= Colin M. Kraay =

British numismatist (1918–1982)

Colin Mackennal Kraay, FBA, FSA (23 March 1918 – 27 January 1982) was an English numismatist. He was the Keeper of the Heberden Coin Room at the Ashmolean Museum from 1975 to his death in 1982.

== Career ==
Kraay was born on 23 March 1918. He was the son of Caspar Alexander Kraay, a rubber merchant of Dutch extraction, and Henrietta Agnes, daughter of the sculptor Edgar Bertram Mackennal. His mother had a deep interest in classical art and designed the effigy of George V which appeared in British coins.

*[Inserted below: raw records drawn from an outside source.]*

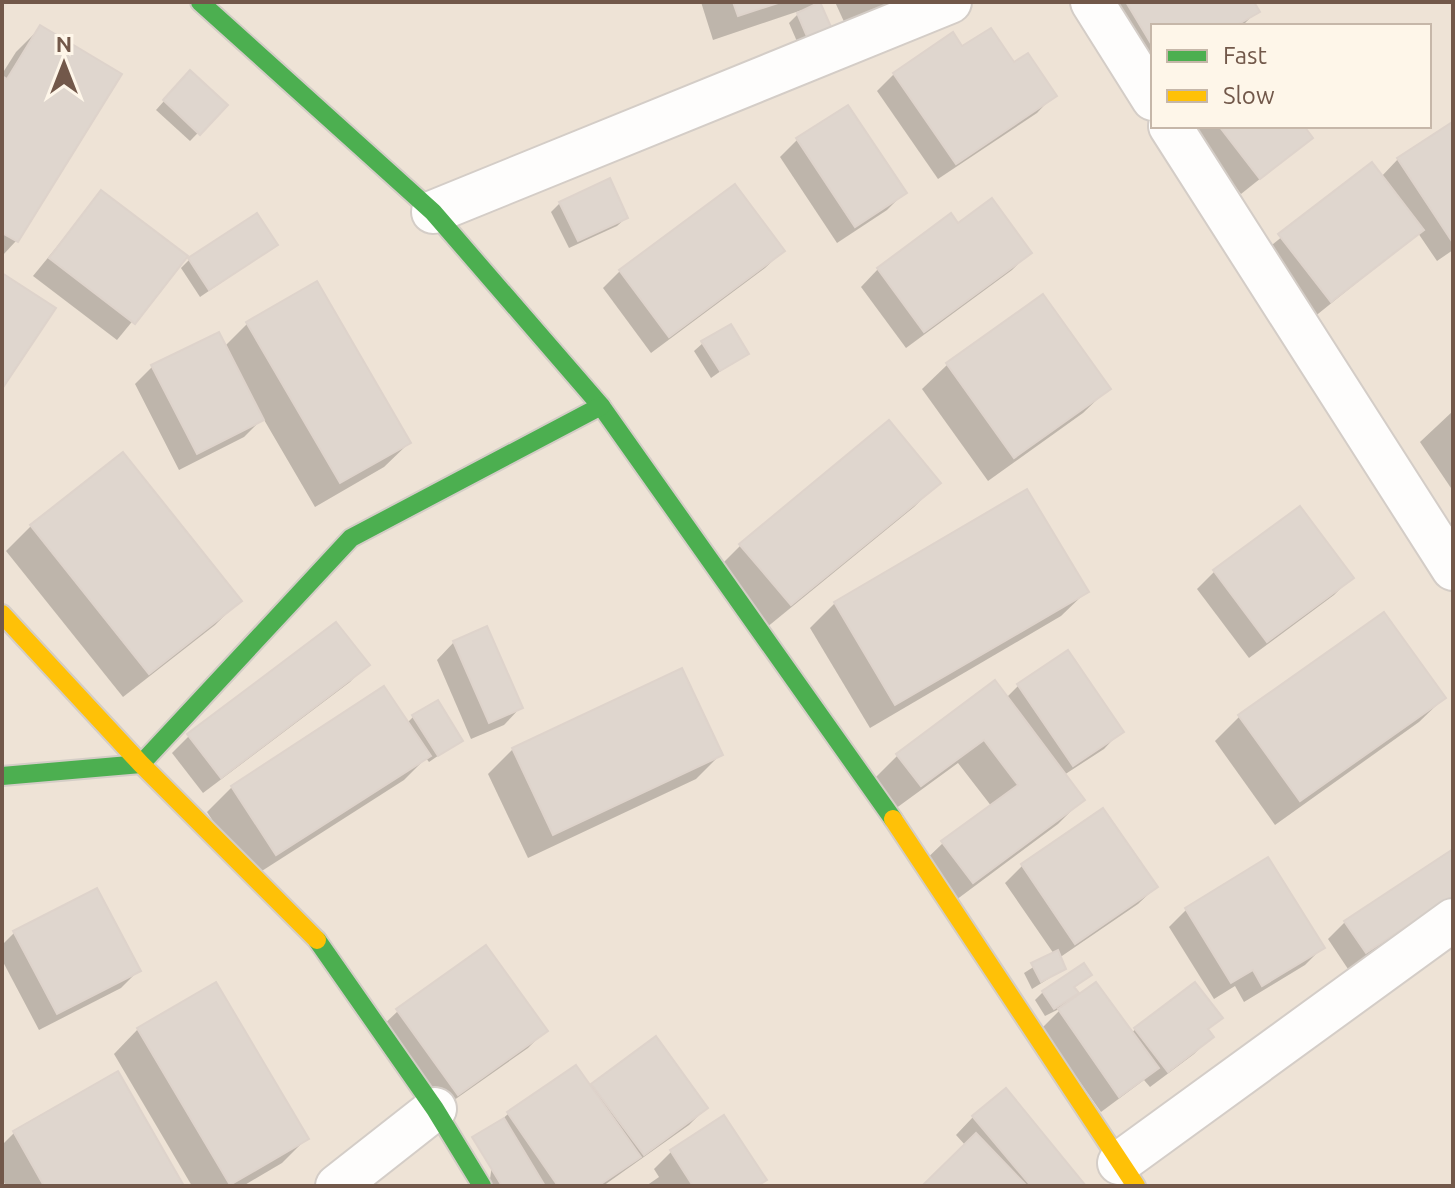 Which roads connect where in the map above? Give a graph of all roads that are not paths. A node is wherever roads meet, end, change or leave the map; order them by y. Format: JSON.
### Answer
{"nodes":[{"id":1,"x":200,"y":2,"type":"edge"},
{"id":2,"x":950,"y":2,"type":"edge"},
{"id":3,"x":1092,"y":2,"type":"edge"},
{"id":4,"x":1151,"y":96,"type":"edge"},
{"id":5,"x":1171,"y":128,"type":"edge"},
{"id":6,"x":433,"y":212,"type":"junction"},
{"id":7,"x":601,"y":406,"type":"junction"},
{"id":8,"x":1453,"y":569,"type":"edge"},
{"id":9,"x":2,"y":614,"type":"edge"},
{"id":10,"x":141,"y":764,"type":"junction"},
{"id":11,"x":2,"y":776,"type":"edge"},
{"id":12,"x":1453,"y":920,"type":"edge"},
{"id":13,"x":435,"y":1109,"type":"junction"},
{"id":14,"x":1128,"y":1174,"type":"edge"},
{"id":15,"x":337,"y":1186,"type":"edge"},
{"id":16,"x":482,"y":1186,"type":"edge"}],
"edges":[{"from":1,"to":6,"type":"street"},
{"from":2,"to":6,"type":"street"},
{"from":3,"to":4,"type":"street"},
{"from":5,"to":8,"type":"street"},
{"from":6,"to":7,"type":"street"},
{"from":7,"to":10,"type":"street"},
{"from":7,"to":14,"type":"street"},
{"from":9,"to":10,"type":"street"},
{"from":10,"to":11,"type":"street"},
{"from":10,"to":13,"type":"street"},
{"from":12,"to":14,"type":"street"},
{"from":13,"to":15,"type":"street"},
{"from":13,"to":16,"type":"street"}]} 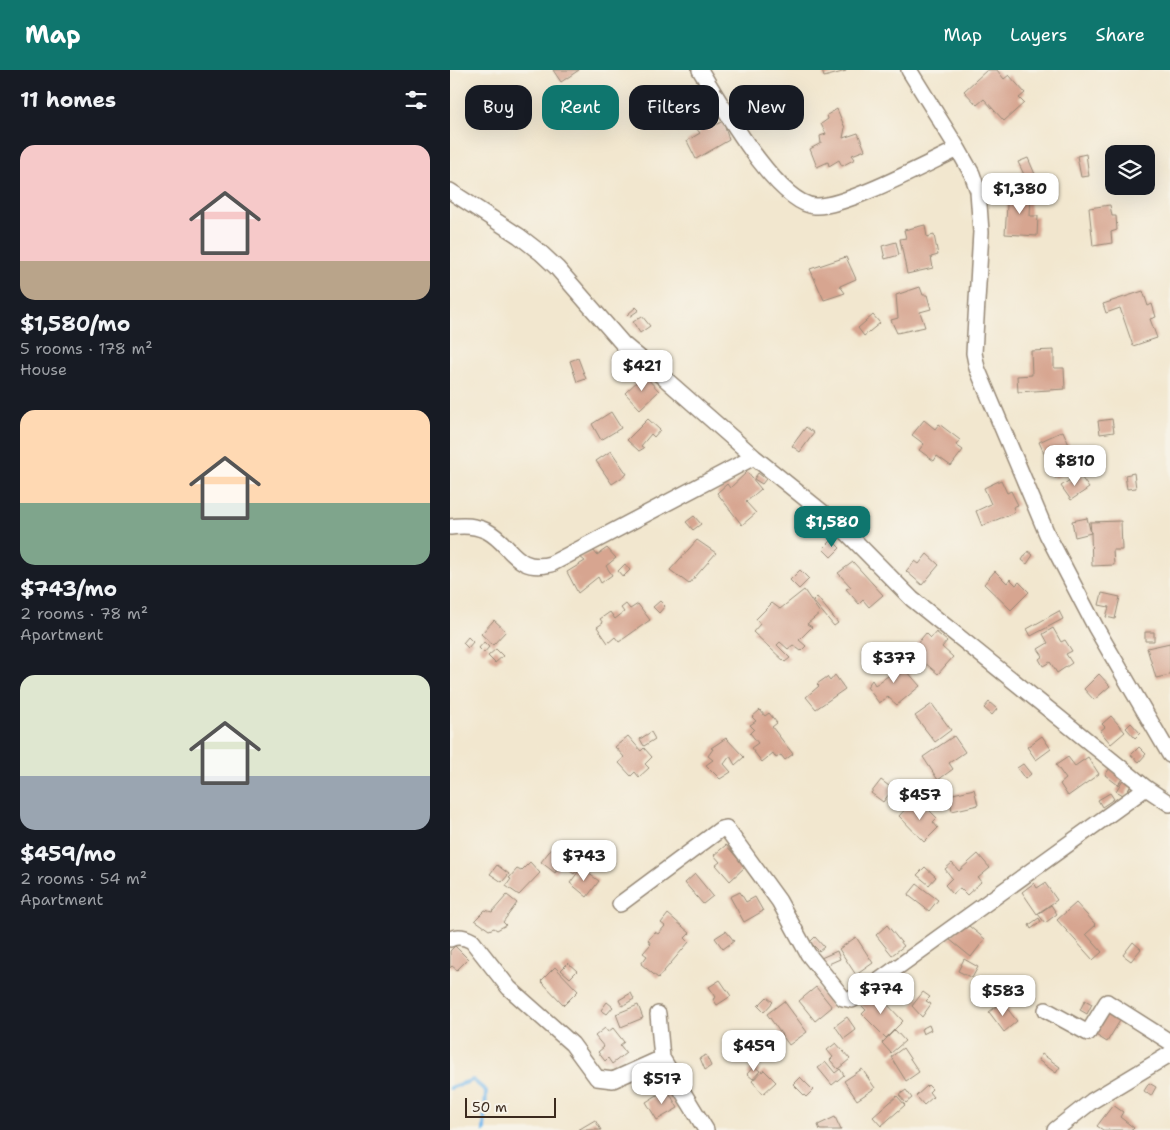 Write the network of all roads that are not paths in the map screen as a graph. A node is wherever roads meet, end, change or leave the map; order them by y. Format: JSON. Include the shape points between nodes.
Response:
{"nodes":[{"id":1,"x":700,"y":70,"type":"edge"},
{"id":2,"x":909,"y":70,"type":"edge"},
{"id":3,"x":958,"y":149,"type":"junction"},
{"id":4,"x":450,"y":191,"type":"edge"},
{"id":5,"x":754,"y":457,"type":"junction"},
{"id":6,"x":450,"y":527,"type":"edge"},
{"id":7,"x":1170,"y":755,"type":"edge"},
{"id":8,"x":1146,"y":788,"type":"junction"},
{"id":9,"x":1170,"y":804,"type":"edge"},
{"id":10,"x":620,"y":904,"type":"dead end"},
{"id":11,"x":450,"y":939,"type":"edge"},
{"id":12,"x":1046,"y":1010,"type":"dead end"},
{"id":13,"x":658,"y":1014,"type":"dead end"},
{"id":14,"x":1170,"y":1042,"type":"edge"},
{"id":15,"x":1170,"y":1054,"type":"edge"},
{"id":16,"x":662,"y":1058,"type":"junction"},
{"id":17,"x":706,"y":1130,"type":"edge"},
{"id":18,"x":1055,"y":1130,"type":"edge"}],
"edges":[{"from":1,"to":3,"type":"street","via":[[758,158],[788,194],[801,203],[814,206],[841,202]]},
{"from":2,"to":3,"type":"street"},
{"from":3,"to":7,"type":"street","via":[[972,174],[980,209],[974,353],[977,368],[1047,534],[1096,628]]},
{"from":4,"to":5,"type":"street","via":[[541,253],[623,344]]},
{"from":5,"to":6,"type":"street","via":[[560,560],[539,568],[518,560],[499,537],[488,530],[476,526]]},
{"from":5,"to":8,"type":"street","via":[[842,528],[912,599]]},
{"from":8,"to":9,"type":"street"},
{"from":8,"to":10,"type":"street","via":[[852,1000],[843,998],[808,954],[779,901],[726,828]]},
{"from":11,"to":16,"type":"street","via":[[465,937],[472,942],[509,988],[572,1044],[597,1078],[613,1080]]},
{"from":12,"to":14,"type":"street","via":[[1088,1033],[1107,1002]]},
{"from":13,"to":16,"type":"street"},
{"from":15,"to":18,"type":"street","via":[[1092,1102]]},
{"from":16,"to":17,"type":"street"}]}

Kraay was educated at Lancing College (where an early interest in archaeology blossomed) before going up to Magdalen College, Oxford, as an exhibitioner to read classics. In 1939, he attended excavations at Mycenae. War service from 1940 to 1945 interrupted his studies. In 1946, he returned to Oxford and the following year graduated with a BA. He had by this time nurtured a growing interest in the coinage of ancient Rome and in 1948 won the Barclay Head Prize for Ancient Numismatics and in 1951 the Conington Prize while completing a doctorate, which was awarded in 1953.

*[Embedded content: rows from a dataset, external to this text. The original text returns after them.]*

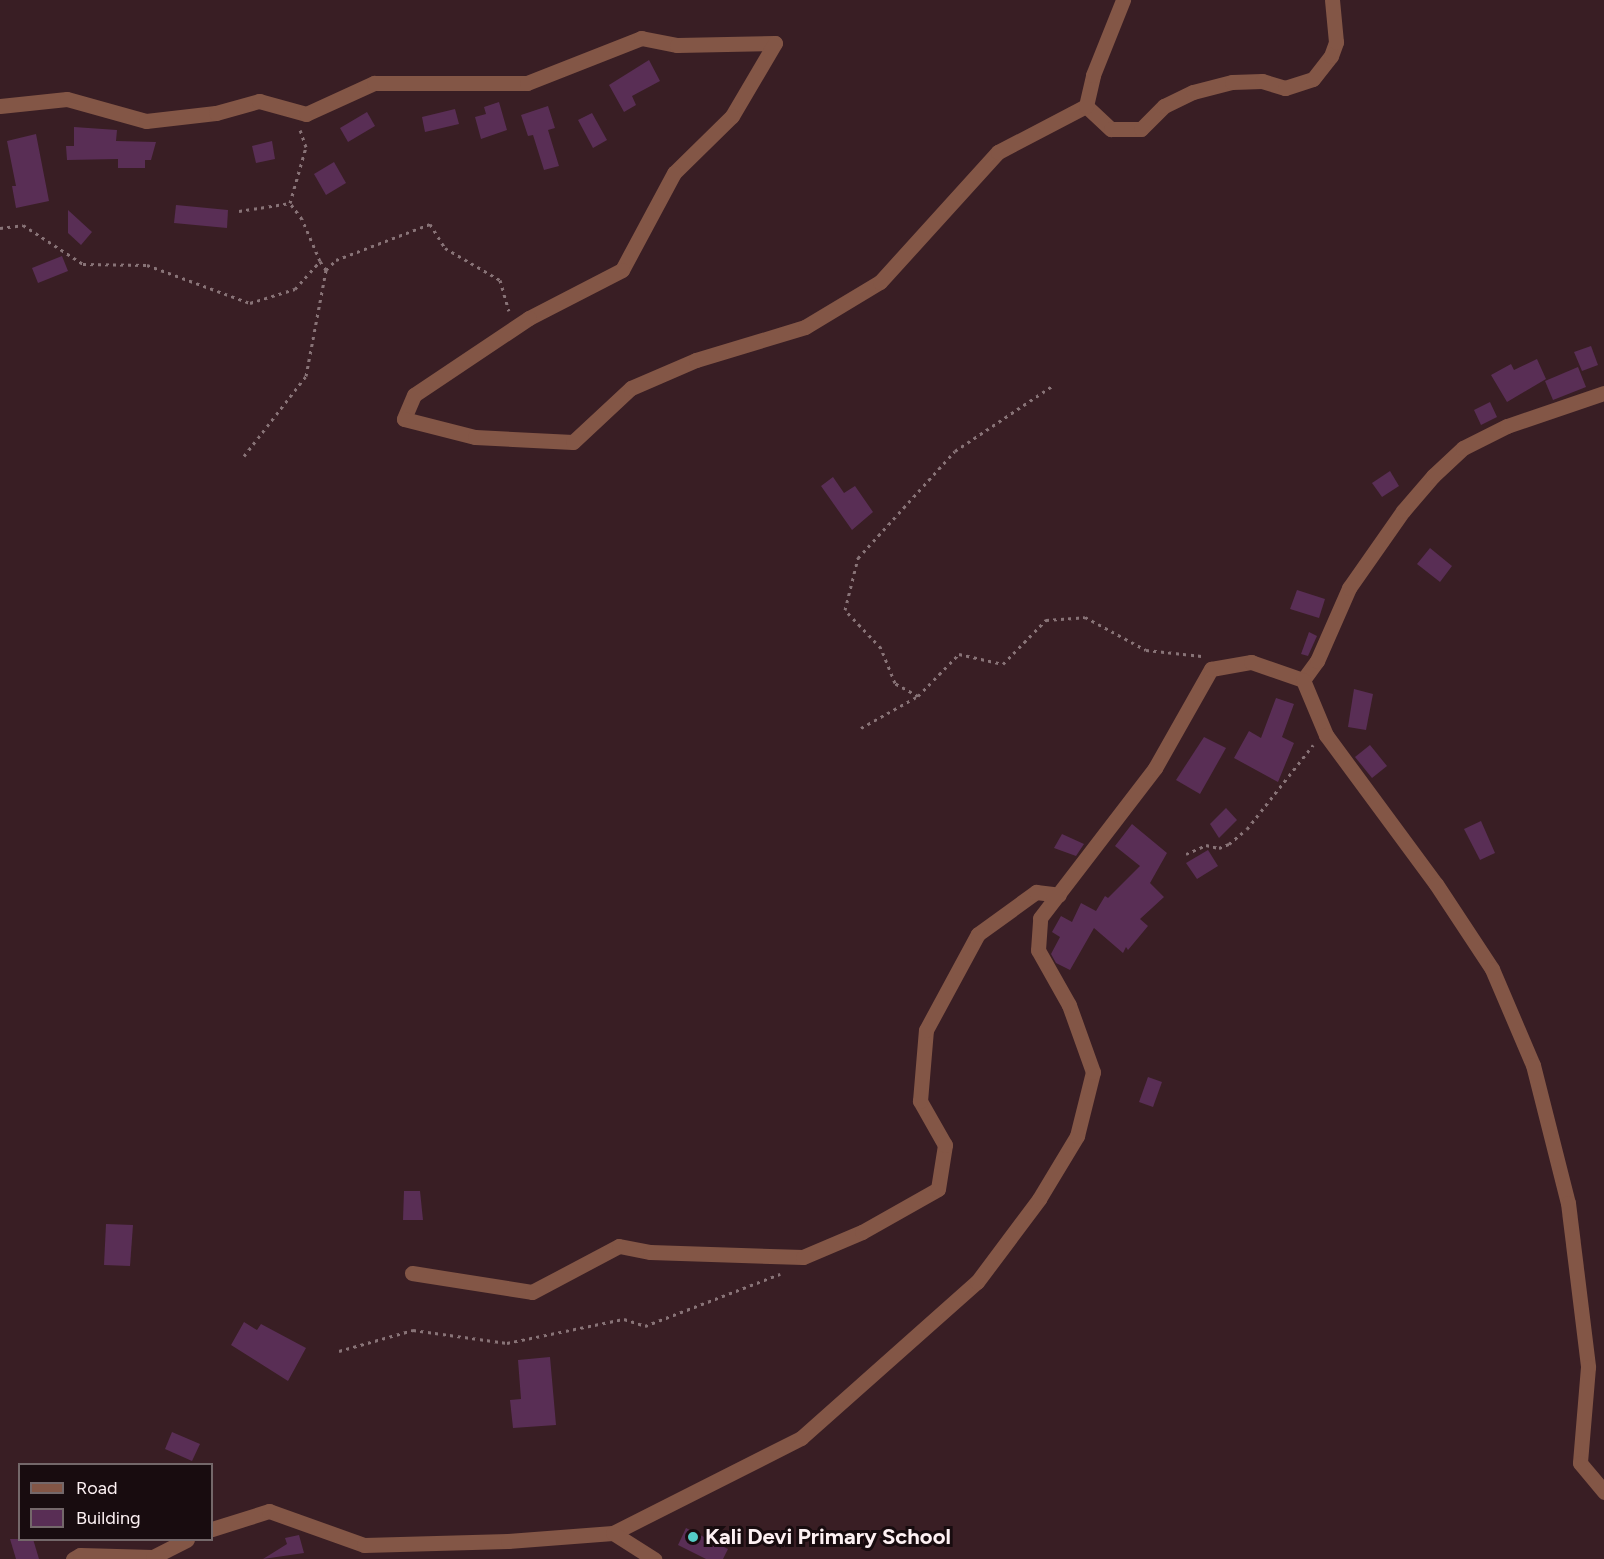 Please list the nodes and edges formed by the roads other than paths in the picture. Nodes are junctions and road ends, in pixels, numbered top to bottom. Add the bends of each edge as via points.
1 (1123, 0) edge
2 (1332, 0) edge
3 (0, 106) edge
4 (1086, 106) junction
5 (1604, 393) edge
6 (1303, 681) junction
7 (1059, 895) junction
8 (412, 1273) dead end
9 (1604, 1492) edge
10 (213, 1528) edge
11 (613, 1533) junction
12 (183, 1541) edge
13 (73, 1559) edge
14 (654, 1559) edge

1 - 4 street via 1093,75
2 - 4 street via 1336,42 1331,56 1312,79 1285,88 1262,81 1232,82 1193,92 1164,106 1141,129 1111,129
3 - 4 street via 67,99 146,121 216,113 259,101 306,114 374,83 527,83 641,39 677,45 775,43 732,116 675,173 622,270 515,327 414,395 404,419 475,437 573,442 631,388 696,360 805,327 880,282 998,152
5 - 6 street via 1507,426 1462,448 1432,476 1402,511 1349,588 1317,661
6 - 7 street via 1251,662 1211,669 1155,768
6 - 9 street via 1326,735 1436,884 1492,969 1533,1065 1568,1203 1588,1367 1580,1463
7 - 8 street via 1036,892 978,933 926,1030 920,1101 945,1145 938,1189 862,1232 795,1257 650,1252 619,1246 532,1292
7 - 11 street via 1040,918 1038,950 1069,1005 1093,1072 1077,1136 1039,1199 977,1282 801,1438
10 - 11 street via 269,1511 364,1545
11 - 14 street
12 - 13 street via 153,1557 80,1555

Kraay was a part-time assistant keeper at the Ashmolean Museum from 1948 and a lecturer in ancient history at Wadham College, Oxford, and at Keble College, Oxford. In 1952, he was appointed a full assistant keeper at the Ashmolean, working in its Heberden Coin Room. He was also appointed the university lecturer in Greek numismatics in 1959. He became a senior assistant keeper at the museum in 1962; in 1975, he was promoted to be the Keeper of the Coin Room. He had also been elected to a fellowship at Wolfson College, Oxford, in 1965. Kraay collaborated on the Inventory of Greek Coin Hoards (1973), wrote Archaic and Classical Greek Coins (1976) and contributed to the Sylloge Nummorum Graecorum. He served as the president of the Royal Numismatic Society from 1970 to 1974 and the Centre Internazionale di Studi Numismatici from 1974 to 1979. In 1978, he was elected a fellow of the British Academy.

Kraay died on 27 January 1982, while still in his post at the Ashmolean and on the fellowship at Wolfson College. He left a widow, Margaret, née Prince, and their son.